**WORK TO COMPLETE**. A faithful copy of the entries, without any pictures, is what is needed here.

**GIVEN DATA**.

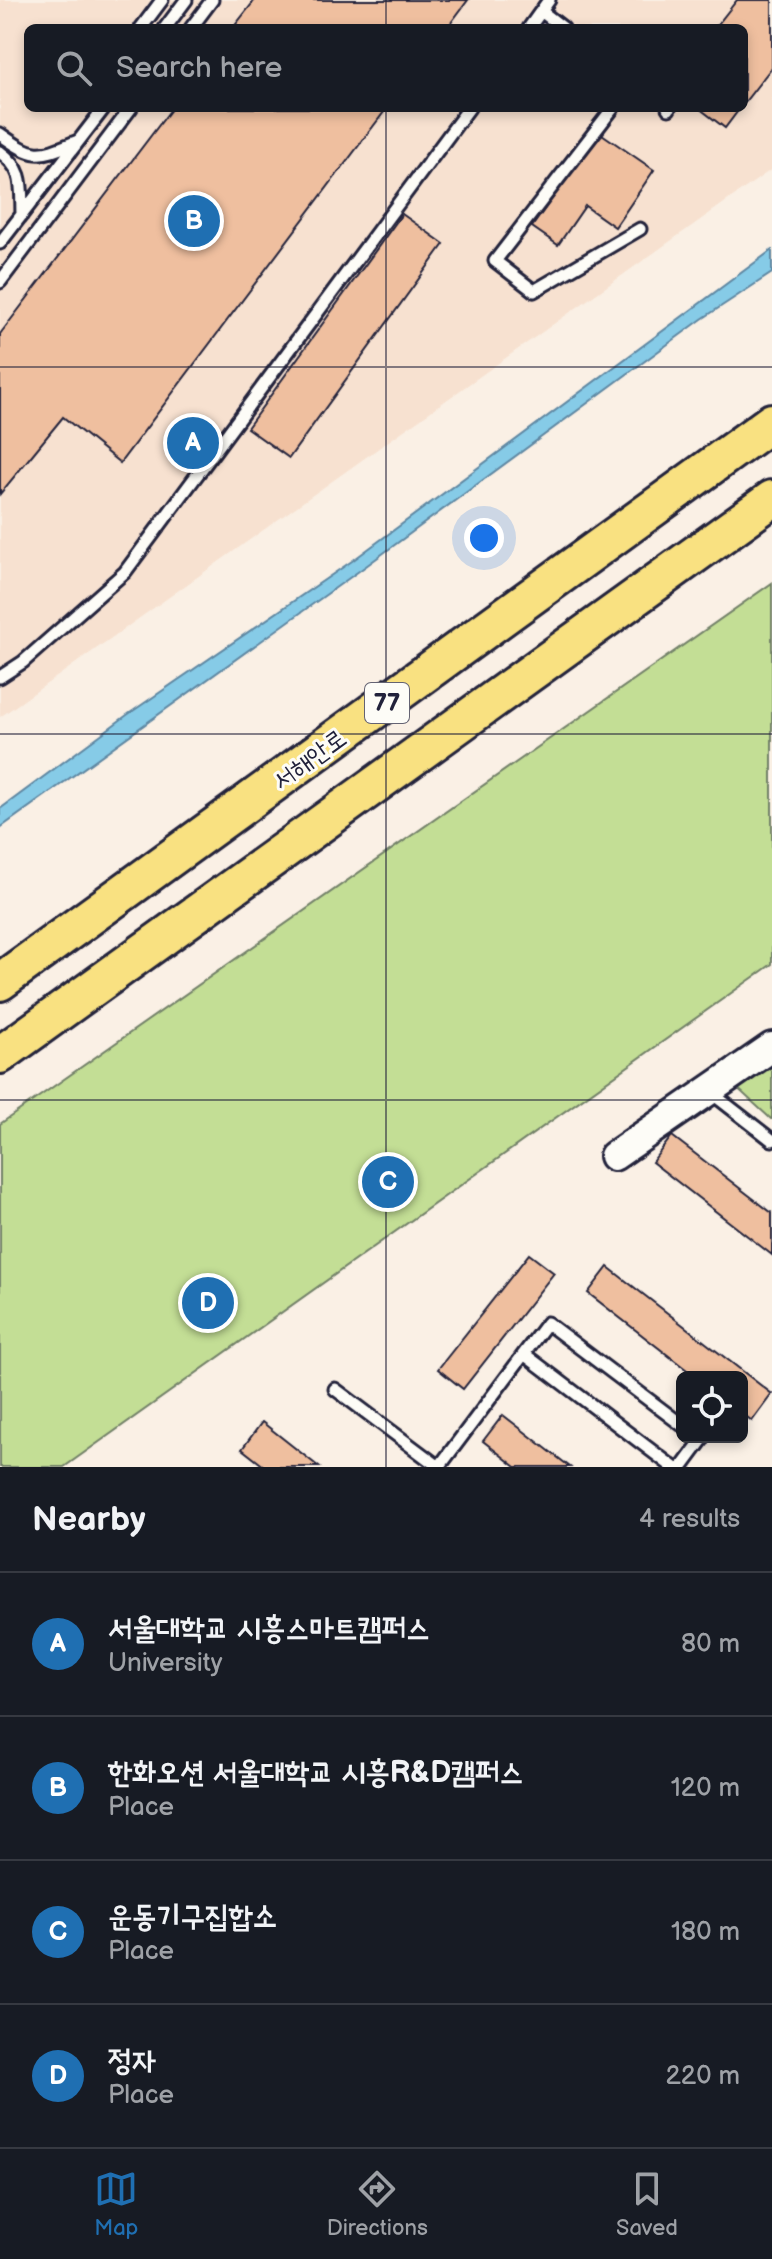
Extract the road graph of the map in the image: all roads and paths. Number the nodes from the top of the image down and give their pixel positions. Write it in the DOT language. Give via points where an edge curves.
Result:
graph roads {
  1 [pos="162,0"];
  2 [pos="186,0"];
  3 [pos="212,0"];
  4 [pos="549,0"];
  5 [pos="541,11"];
  6 [pos="144,24"];
  7 [pos="168,24"];
  8 [pos="194,24"];
  9 [pos="532,24"];
  10 [pos="558,24"];
  11 [pos="101,112"];
  12 [pos="128,112"];
  13 [pos="466,112"];
  14 [pos="610,112"];
  15 [pos="0,134"];
  16 [pos="79,141"];
  17 [pos="0,152"];
  18 [pos="22,215"];
  19 [pos="640,229"];
  20 [pos="0,243"];
  21 [pos="0,282"];
  22 [pos="772,422"];
  23 [pos="772,499"];
  24 [pos="0,677"];
  25 [pos="0,982"];
  26 [pos="772,1047"];
  27 [pos="0,1055"];
  28 [pos="708,1091"];
  29 [pos="772,1140"];
  30 [pos="614,1156"];
  31 [pos="524,1354"];
  32 [pos="335,1389"];
  33 [pos="676,1420"];
  34 [pos="700,1443"];
  35 [pos="673,1467"];
  36 [pos="682,1467"];
  1 -- 6 [label="lane"];
  2 -- 7 [label="lane"];
  3 -- 8 [label="lane"];
  4 -- 5 [label="lane"];
  5 -- 9 [label="lane"];
  5 -- 10 [label="lane"];
  11 -- 16 [label="lane"];
  12 -- 21 [label="lane"];
  13 -- 24 [label="lane" via="125,572"];
  14 -- 19 [label="lane" via="495,261 534,291"];
  15 -- 16 [label="lane" via="22,150 43,156"];
  16 -- 18 [label="lane"];
  17 -- 18 [label="lane" via="15,163 21,179"];
  18 -- 20 [label="lane"];
  22 -- 25 [label="main road, 서해안로 / 77"];
  23 -- 27 [label="main road, 77"];
  26 -- 28 [label="street"];
  28 -- 29 [label="lane"];
  28 -- 30 [label="street"];
  31 -- 32 [label="lane" via="439,1467"];
  31 -- 33 [label="lane" via="547,1323"];
  31 -- 35 [label="lane"];
  34 -- 36 [label="lane"];
}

**FINISHED EXERCISE**.
Extract the road graph of the map in the image: all roads and paths. Number the nodes from the top of the image down and give their pixel positions. Write it in the DOT language. Give via points where an edge curves.
Result:
graph roads {
  1 [pos="162,0"];
  2 [pos="186,0"];
  3 [pos="212,0"];
  4 [pos="549,0"];
  5 [pos="541,11"];
  6 [pos="144,24"];
  7 [pos="168,24"];
  8 [pos="194,24"];
  9 [pos="532,24"];
  10 [pos="558,24"];
  11 [pos="101,112"];
  12 [pos="128,112"];
  13 [pos="466,112"];
  14 [pos="610,112"];
  15 [pos="0,134"];
  16 [pos="79,141"];
  17 [pos="0,152"];
  18 [pos="22,215"];
  19 [pos="640,229"];
  20 [pos="0,243"];
  21 [pos="0,282"];
  22 [pos="772,422"];
  23 [pos="772,499"];
  24 [pos="0,677"];
  25 [pos="0,982"];
  26 [pos="772,1047"];
  27 [pos="0,1055"];
  28 [pos="708,1091"];
  29 [pos="772,1140"];
  30 [pos="614,1156"];
  31 [pos="524,1354"];
  32 [pos="335,1389"];
  33 [pos="676,1420"];
  34 [pos="700,1443"];
  35 [pos="673,1467"];
  36 [pos="682,1467"];
  1 -- 6 [label="lane"];
  2 -- 7 [label="lane"];
  3 -- 8 [label="lane"];
  4 -- 5 [label="lane"];
  5 -- 9 [label="lane"];
  5 -- 10 [label="lane"];
  11 -- 16 [label="lane"];
  12 -- 21 [label="lane"];
  13 -- 24 [label="lane" via="125,572"];
  14 -- 19 [label="lane" via="495,261 534,291"];
  15 -- 16 [label="lane" via="22,150 43,156"];
  16 -- 18 [label="lane"];
  17 -- 18 [label="lane" via="15,163 21,179"];
  18 -- 20 [label="lane"];
  22 -- 25 [label="main road, 서해안로 / 77"];
  23 -- 27 [label="main road, 77"];
  26 -- 28 [label="street"];
  28 -- 29 [label="lane"];
  28 -- 30 [label="street"];
  31 -- 32 [label="lane" via="439,1467"];
  31 -- 33 [label="lane" via="547,1323"];
  31 -- 35 [label="lane"];
  34 -- 36 [label="lane"];
}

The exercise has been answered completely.